Mit dem Ausbau des U-Boot-Stützpunktes entstand ab 1941 eine umfangreiche geschützte Reparaturanlage. Der U-Boot-Bunker verfügte über zehn Trockendocks für jeweils ein U-Boot sowie über fünf Nassboxen mit Platz für jeweils bis zu drei U-Boote. Die Bunkeranlage war rund 330 m breit, 190 m lang und 17 m hoch. Die Decke wurde im Verlauf des Krieges von zunächst etwa vier auf bis zu sechs Meter verstärkt. Die geschützte Bauweise ermöglichte es, U-Boote auch während alliierter Luftangriffe zu überholen und auszurüsten.
In Brest waren vor allem U-Boote der 1. U-Flottille und der 9. U-Flottille stationiert. Den Schwerpunkt bildeten Boote der Typen VII C. Bei Bedarf wurden jedoch auch U-Boote anderer Verbände in Brest repariert und überholt. Die Werft führte dabei sowohl routinemäßige Werftliegezeiten als auch umfangreichere Reparaturen nach Feindfahrten, technische Instandsetzungen sowie Ausrüstungs- und Umbauarbeiten durch.

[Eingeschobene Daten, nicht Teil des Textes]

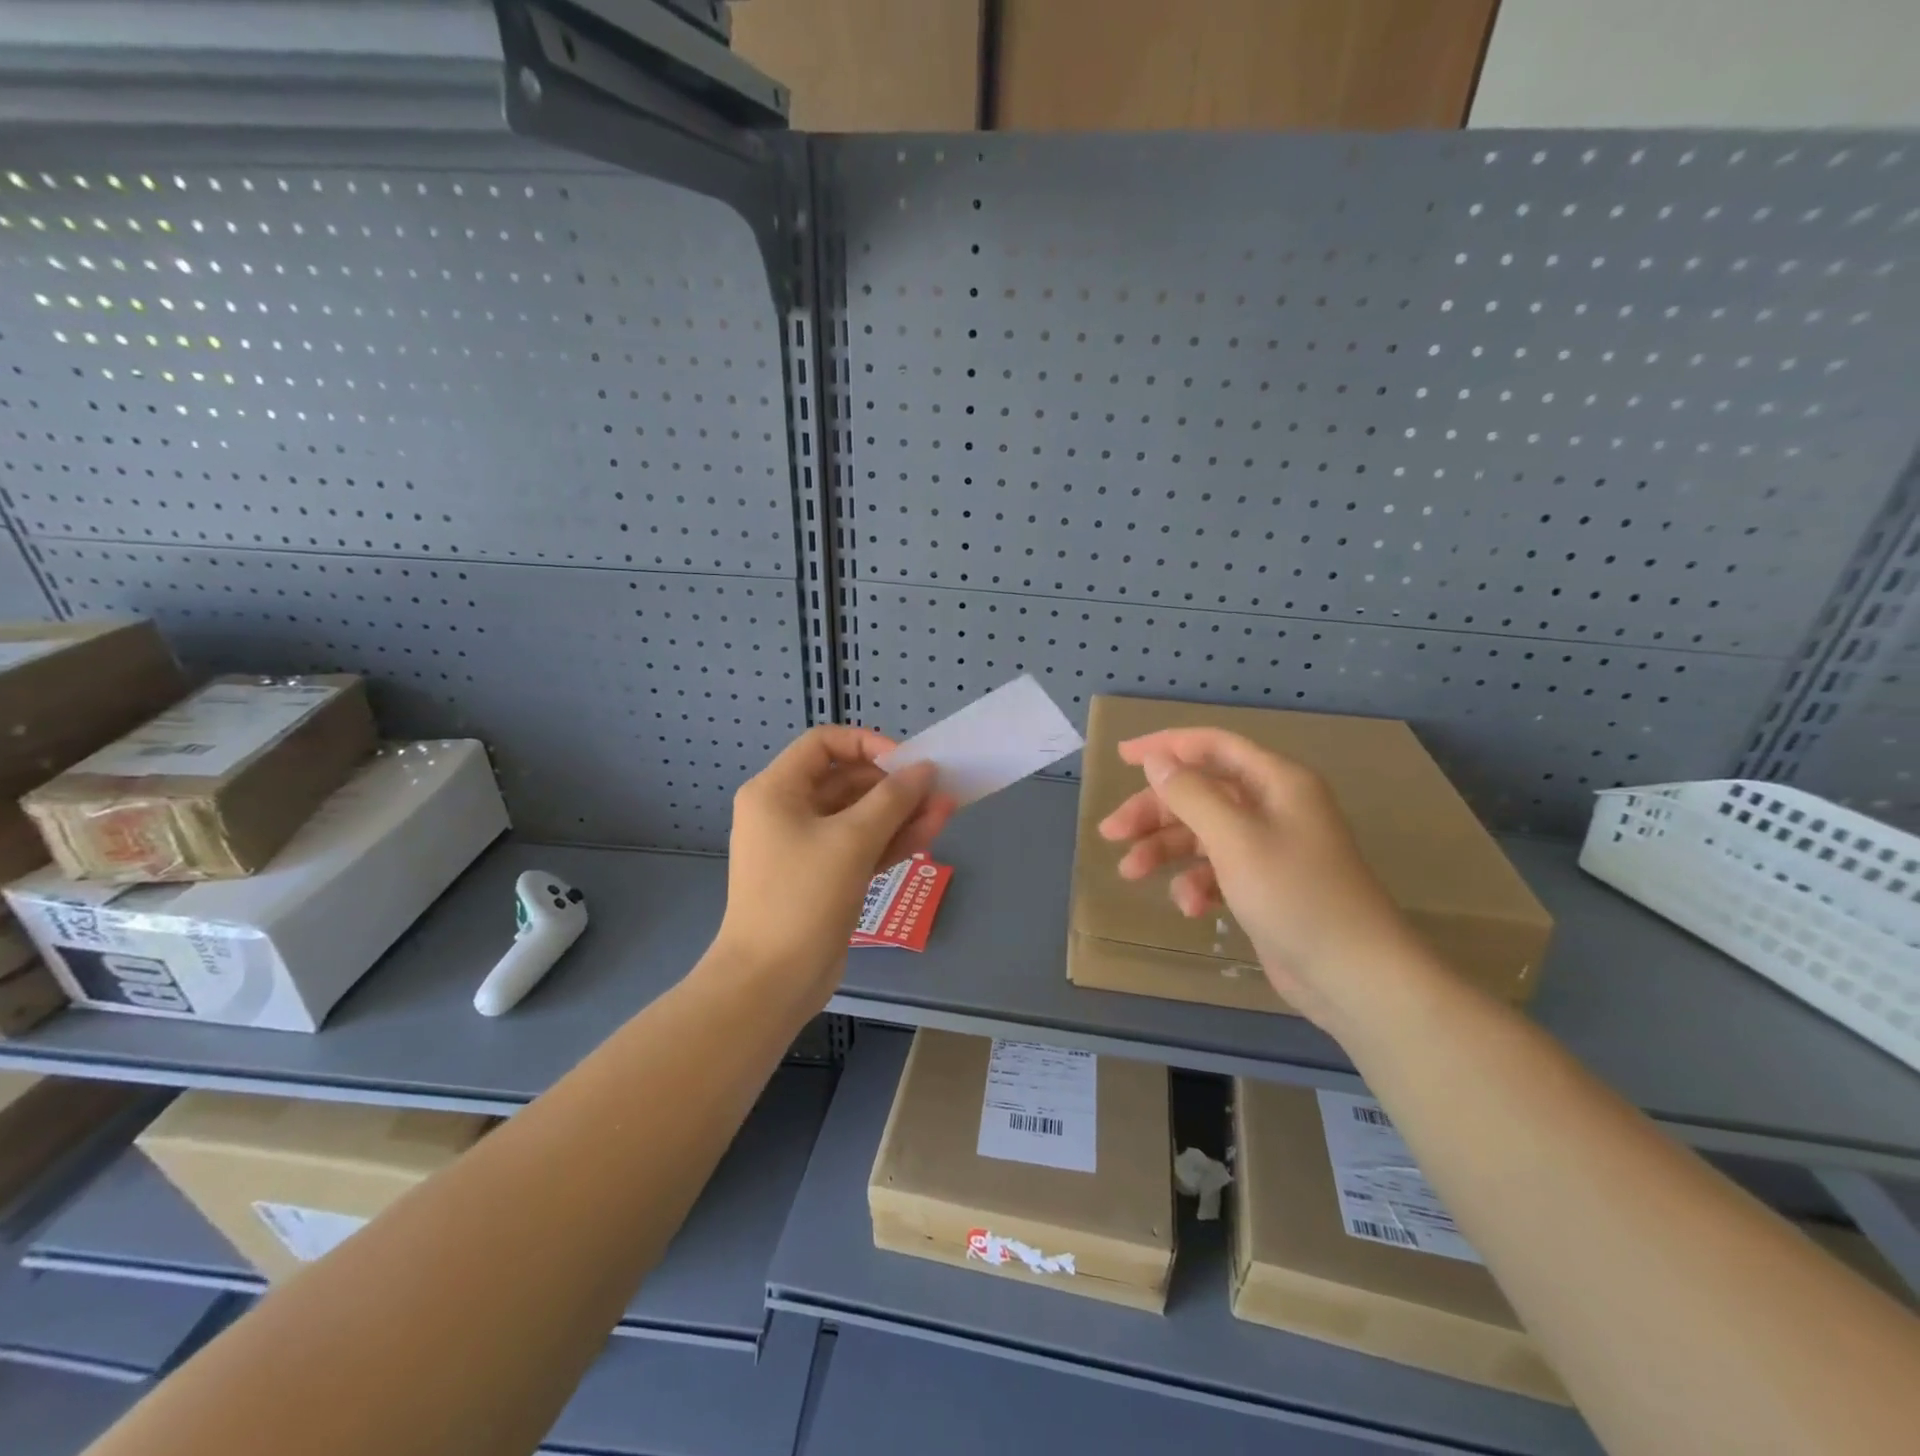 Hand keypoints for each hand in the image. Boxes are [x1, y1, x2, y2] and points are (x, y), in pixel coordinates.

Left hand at [716, 725, 956, 1003]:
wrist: (771, 982)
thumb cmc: (802, 898)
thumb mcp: (851, 841)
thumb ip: (893, 800)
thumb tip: (925, 770)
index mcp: (776, 791)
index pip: (823, 744)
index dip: (867, 744)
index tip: (904, 762)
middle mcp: (787, 811)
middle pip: (846, 780)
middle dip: (893, 785)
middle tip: (936, 790)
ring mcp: (805, 846)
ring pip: (858, 816)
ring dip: (900, 813)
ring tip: (945, 810)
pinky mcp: (824, 877)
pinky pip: (860, 846)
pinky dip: (891, 840)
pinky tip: (930, 833)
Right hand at [1096, 727, 1425, 1027]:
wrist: (1354, 976)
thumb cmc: (1295, 895)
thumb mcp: (1235, 838)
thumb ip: (1191, 794)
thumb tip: (1157, 760)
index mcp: (1275, 782)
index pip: (1212, 746)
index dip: (1166, 746)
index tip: (1122, 756)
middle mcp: (1272, 807)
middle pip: (1199, 793)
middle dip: (1154, 812)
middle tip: (1112, 833)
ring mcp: (1268, 847)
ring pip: (1201, 833)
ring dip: (1166, 850)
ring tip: (1131, 873)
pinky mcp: (1262, 885)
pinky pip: (1216, 870)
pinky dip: (1197, 884)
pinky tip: (1191, 908) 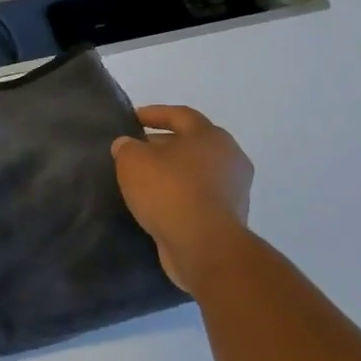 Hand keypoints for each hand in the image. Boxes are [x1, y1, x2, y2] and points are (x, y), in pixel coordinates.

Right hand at [112, 105, 253, 296]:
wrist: (204, 246)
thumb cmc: (170, 192)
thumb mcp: (133, 161)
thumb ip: (127, 147)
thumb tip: (128, 145)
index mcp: (210, 135)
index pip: (180, 114)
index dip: (154, 114)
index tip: (132, 119)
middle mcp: (229, 157)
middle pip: (191, 143)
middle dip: (163, 145)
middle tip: (136, 151)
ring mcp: (234, 189)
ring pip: (196, 172)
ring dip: (173, 173)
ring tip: (144, 180)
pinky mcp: (230, 217)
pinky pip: (199, 197)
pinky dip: (181, 196)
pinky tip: (159, 204) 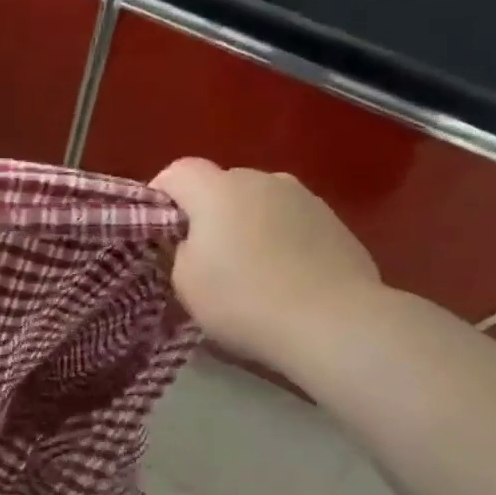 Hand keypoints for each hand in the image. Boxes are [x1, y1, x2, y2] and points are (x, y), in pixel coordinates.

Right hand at [151, 159, 382, 364]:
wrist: (333, 323)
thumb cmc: (243, 300)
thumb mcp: (185, 282)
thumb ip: (179, 250)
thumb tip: (191, 241)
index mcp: (218, 189)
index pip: (176, 172)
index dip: (161, 197)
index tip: (160, 232)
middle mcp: (262, 180)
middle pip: (221, 185)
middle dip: (207, 212)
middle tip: (203, 257)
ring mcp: (304, 197)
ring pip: (260, 202)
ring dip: (247, 224)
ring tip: (250, 269)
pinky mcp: (335, 221)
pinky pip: (292, 222)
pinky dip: (281, 239)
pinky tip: (286, 277) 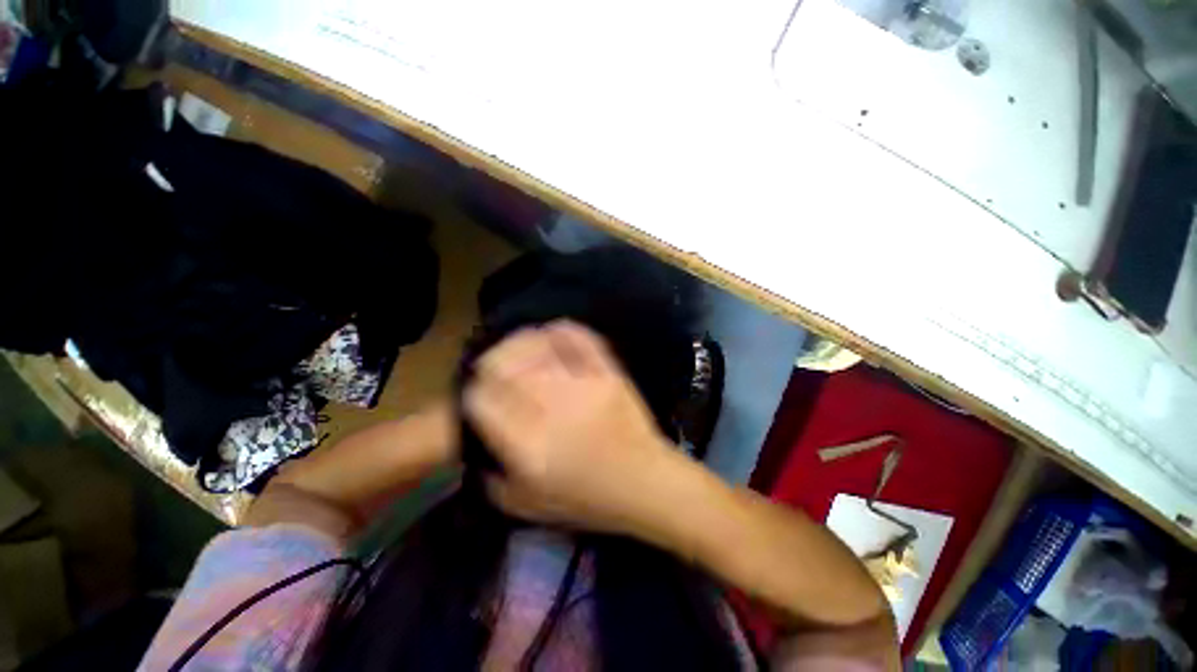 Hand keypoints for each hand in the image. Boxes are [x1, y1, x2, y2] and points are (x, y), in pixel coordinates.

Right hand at [463, 320, 680, 535]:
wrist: (645, 482)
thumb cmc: (588, 499)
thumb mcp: (527, 506)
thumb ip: (490, 479)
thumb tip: (474, 443)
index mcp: (527, 443)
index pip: (482, 398)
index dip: (474, 392)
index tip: (480, 394)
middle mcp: (550, 406)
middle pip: (505, 364)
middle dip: (492, 362)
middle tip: (495, 368)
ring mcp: (582, 384)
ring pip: (538, 344)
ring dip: (521, 343)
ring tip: (520, 349)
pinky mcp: (607, 371)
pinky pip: (579, 338)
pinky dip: (561, 331)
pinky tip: (552, 335)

Im Jahr 1943 änderte sich die organisatorische Zuständigkeit für die technische Betreuung der U-Boot-Reparaturen. Die Kriegsmarine übertrug die technische Betreuung von der Ausrüstung bis zu den Instandsetzungsarbeiten auf den deutschen Deschimag-Konzern. Dieser übertrug die Aufgaben wiederum an seine Werft AG Weser in Bremen, die über umfangreiche Erfahrungen im Bau und in der Reparatur von U-Booten verfügte. Die AG Weser entsandte daraufhin rund 1.000 Mitarbeiter nach Brest. Sie wurden vor Ort untergebracht und arbeiteten gemeinsam mit dem vorhandenen französischen Personal.
Die Lage des Stützpunktes wurde im Verlauf des Krieges zunehmend schwieriger. Die alliierten Luftangriffe richteten sich wiederholt gegen die Hafen- und Werftanlagen, während die U-Boote innerhalb des Bunkers vor den direkten Auswirkungen der Bombardierungen weitgehend geschützt waren. Die Reparaturkapazität des Standortes blieb deshalb bis 1944 von erheblicher Bedeutung für die im Atlantik eingesetzten U-Boote.
Mit der alliierten Landung in der Normandie am 06.06.1944 und dem anschließenden Vormarsch der alliierten Truppen verschlechterte sich die strategische Lage des Stützpunktes grundlegend. Brest wurde zur Festung erklärt und nach schweren Kämpfen von den alliierten Truppen eingeschlossen. Am 18.09.1944 kapitulierte die deutsche Besatzung. Damit endete auch der Betrieb der deutschen U-Boot-Reparaturwerft in Brest.
Die U-Boot-Reparaturwerft Brest gehörte damit zu den wichtigsten deutschen Instandsetzungsstandorten im Atlantik. Ihre Bedeutung beruhte nicht auf dem Neubau von U-Booten, sondern auf der geschützten Reparatur, Überholung und Ausrüstung einer großen Zahl von Booten. Die Verbindung aus dem französischen Werftpersonal, den zunächst von der Kriegsmarinewerft Wilhelmshaven bereitgestellten Fachkräften und später den Mitarbeitern der AG Weser machte Brest zu einem wichtigen Beispiel für die arbeitsteilige Organisation der deutschen U-Boot-Instandsetzung in den besetzten Gebieten.
Literaturverweise
Eberhard Rössler: "Die deutschen Uboote und ihre Werften" - Bernard & Graefe Verlag 1990.
Rainer Busch/Hans-Joachim Röll: "Der U-Boot-Krieg 1939 - 1945 - U-Boot-Bau auf deutschen Werften" - Mittler Verlag 1997.